*** Supplied material ***

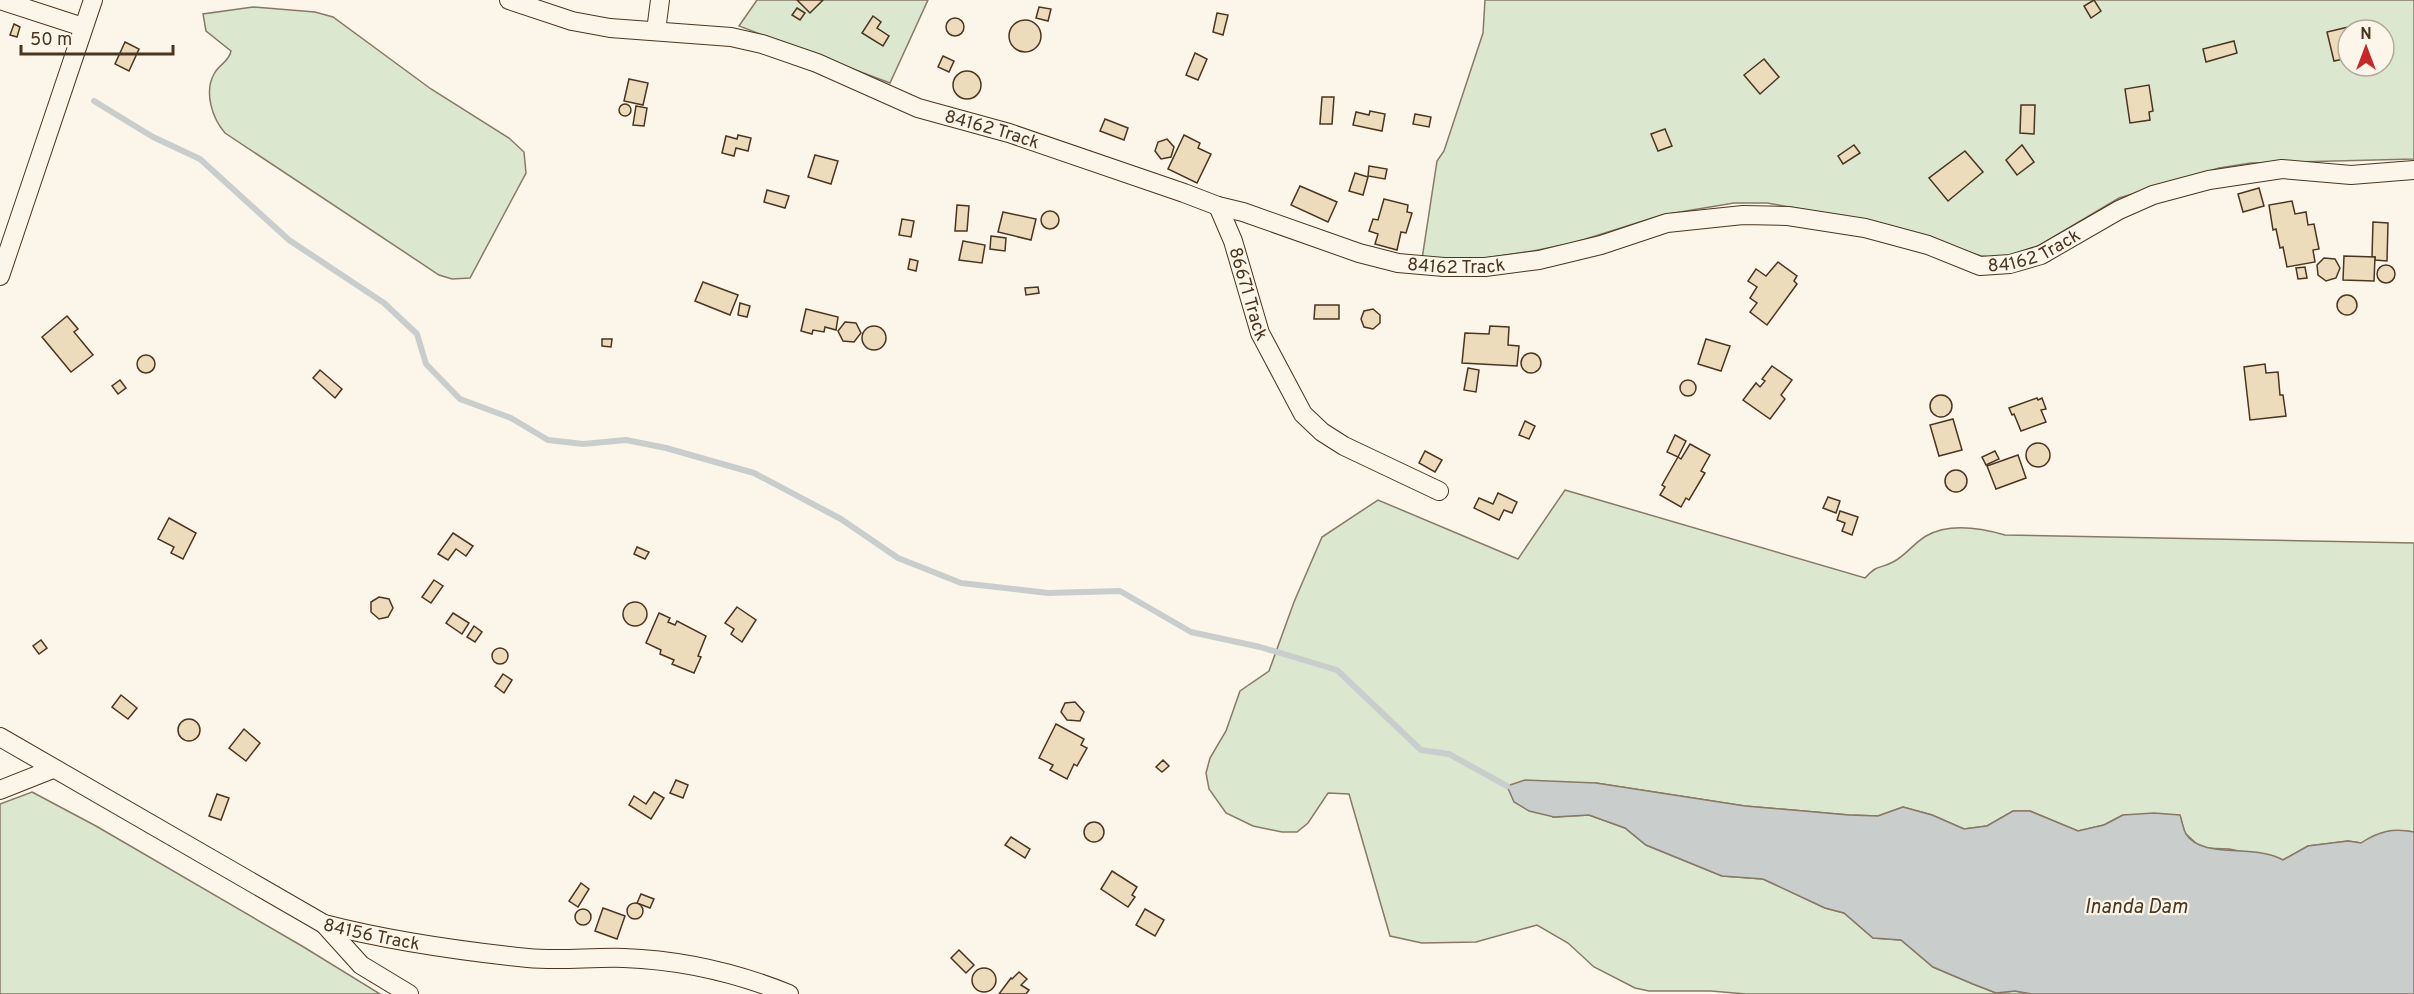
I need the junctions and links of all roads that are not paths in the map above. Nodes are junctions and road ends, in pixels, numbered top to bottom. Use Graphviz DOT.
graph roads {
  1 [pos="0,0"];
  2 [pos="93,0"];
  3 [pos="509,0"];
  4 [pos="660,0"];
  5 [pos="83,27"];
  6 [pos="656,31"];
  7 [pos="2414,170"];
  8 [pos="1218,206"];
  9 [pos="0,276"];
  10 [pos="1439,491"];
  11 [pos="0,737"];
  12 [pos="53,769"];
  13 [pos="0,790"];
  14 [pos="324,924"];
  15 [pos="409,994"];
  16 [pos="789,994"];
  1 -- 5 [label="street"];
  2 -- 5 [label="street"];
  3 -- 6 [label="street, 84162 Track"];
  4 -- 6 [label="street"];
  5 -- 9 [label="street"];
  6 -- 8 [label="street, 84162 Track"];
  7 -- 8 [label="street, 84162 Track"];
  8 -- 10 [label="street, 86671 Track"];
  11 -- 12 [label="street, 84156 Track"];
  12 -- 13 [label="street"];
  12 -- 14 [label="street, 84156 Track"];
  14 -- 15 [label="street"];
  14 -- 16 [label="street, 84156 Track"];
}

***

Return the lines of the data above in full and exactly, with no pictures.

I need the junctions and links of all roads that are not paths in the map above. Nodes are junctions and road ends, in pixels, numbered top to bottom. Use Graphviz DOT.
graph roads {
  1 [pos="0,0"];
  2 [pos="93,0"];
  3 [pos="509,0"];
  4 [pos="660,0"];
  5 [pos="83,27"];
  6 [pos="656,31"];
  7 [pos="2414,170"];
  8 [pos="1218,206"];
  9 [pos="0,276"];
  10 [pos="1439,491"];
  11 [pos="0,737"];
  12 [pos="53,769"];
  13 [pos="0,790"];
  14 [pos="324,924"];
  15 [pos="409,994"];
  16 [pos="789,994"];
  1 -- 5 [label="street"];
  2 -- 5 [label="street"];
  3 -- 6 [label="street, 84162 Track"];
  4 -- 6 [label="street"];
  5 -- 9 [label="street"];
  6 -- 8 [label="street, 84162 Track"];
  7 -- 8 [label="street, 84162 Track"];
  8 -- 10 [label="street, 86671 Track"];
  11 -- 12 [label="street, 84156 Track"];
  12 -- 13 [label="street"];
  12 -- 14 [label="street, 84156 Track"];
  14 -- 15 [label="street"];
  14 -- 16 [label="street, 84156 Track"];
}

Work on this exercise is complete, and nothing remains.